OTHER OCULAR OSCILLATIONS

The Heimann-Bielschowsky phenomenon (HBP) describes a monocular slow pendular oscillation, mostly vertical, that mostly develops years after severe vision loss. The pathogenesis remains unknown, but vertical fusion disruption due to monocular vision loss has been hypothesized to be the underlying mechanism.85 Recognition of HBP is important since this would prevent unnecessary investigations or treatments.8687 There are rare cases of monocular nystagmus being observed in spasmus nutans (INS characterized by nystagmus, head nodding or titubation, and anomalous head posture), MS, and alternating hemiplegia of childhood. Monocular nystagmus, which decreases with the administration of flunarizine, was recently described in an infant with an ATP1A3 gene mutation causing alternating hemiplegia of childhood.88

In conclusion, careful evaluation of nystagmus and saccadic intrusions/oscillations would provide valuable information on the lesion location and the involved pathomechanism.
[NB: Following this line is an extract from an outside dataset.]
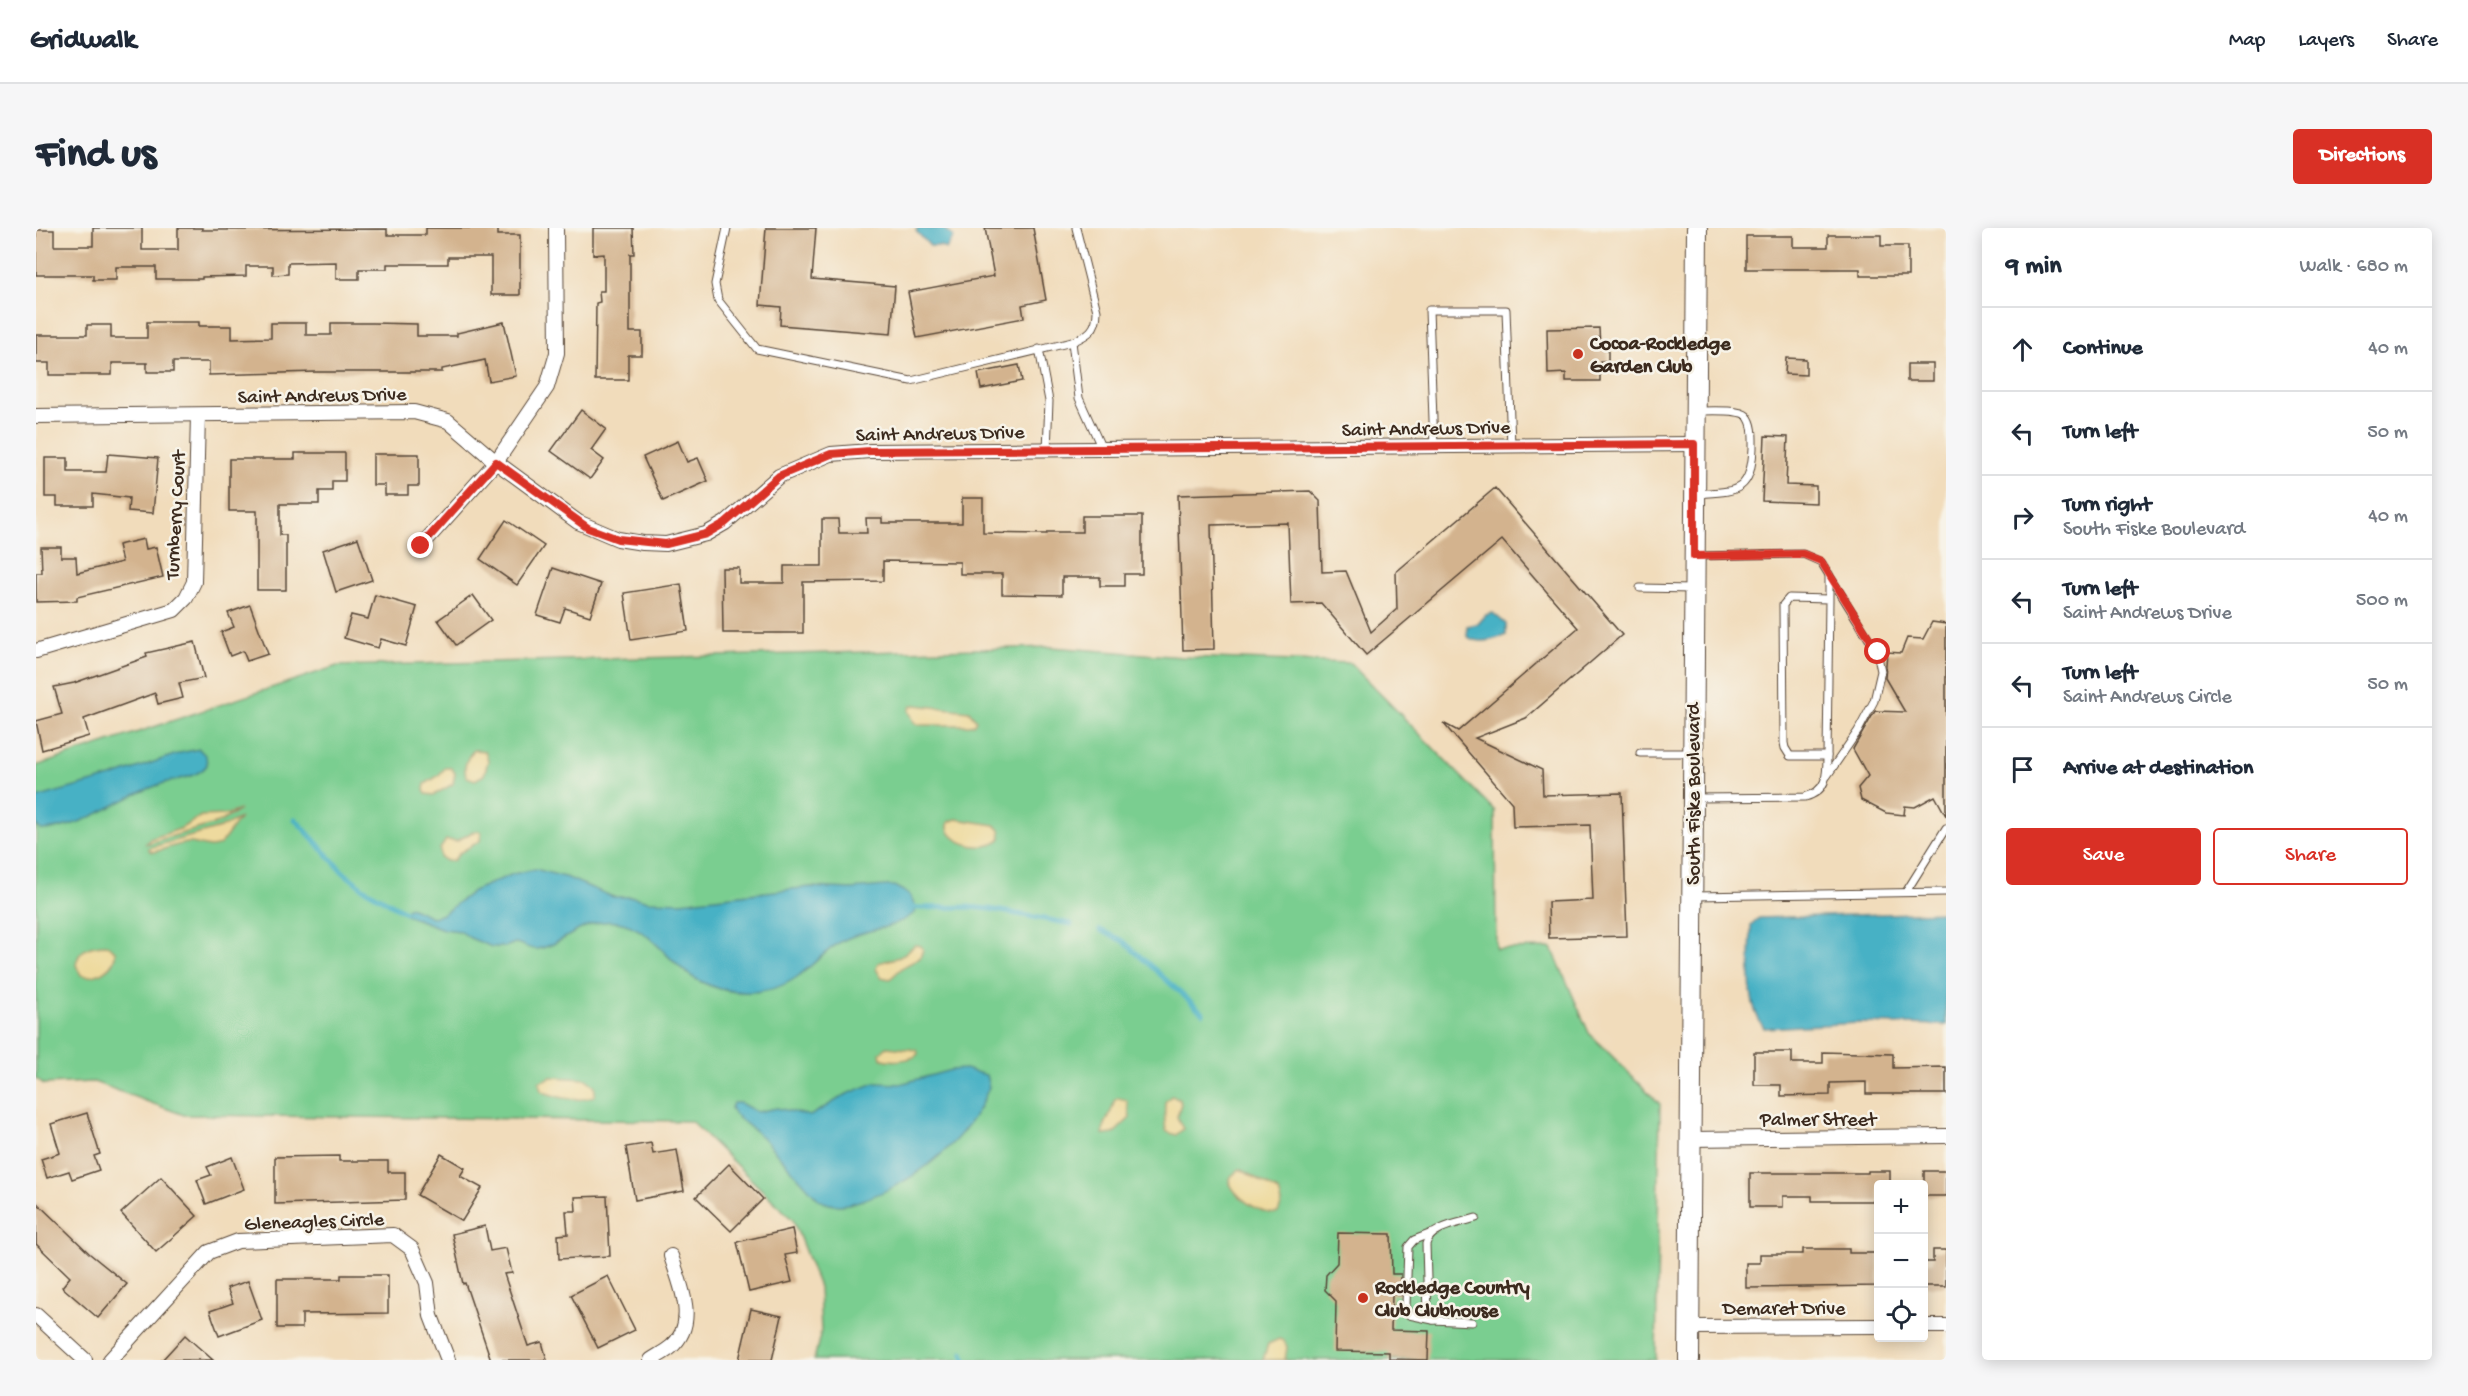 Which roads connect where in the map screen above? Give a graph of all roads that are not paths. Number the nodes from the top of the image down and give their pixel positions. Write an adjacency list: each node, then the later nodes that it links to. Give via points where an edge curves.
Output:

Recent advances in quantitative evaluations of eye movements using oculography, computational model simulations, genetics, and imaging technologies have markedly improved our understanding of the pathophysiology of involuntary eye movements, as well as their diagnosis and management. Patient-initiated capture of eye movements, especially when paroxysmal, and the online transfer of these data to clinicians would further enhance the ability to diagnose involuntary eye movements.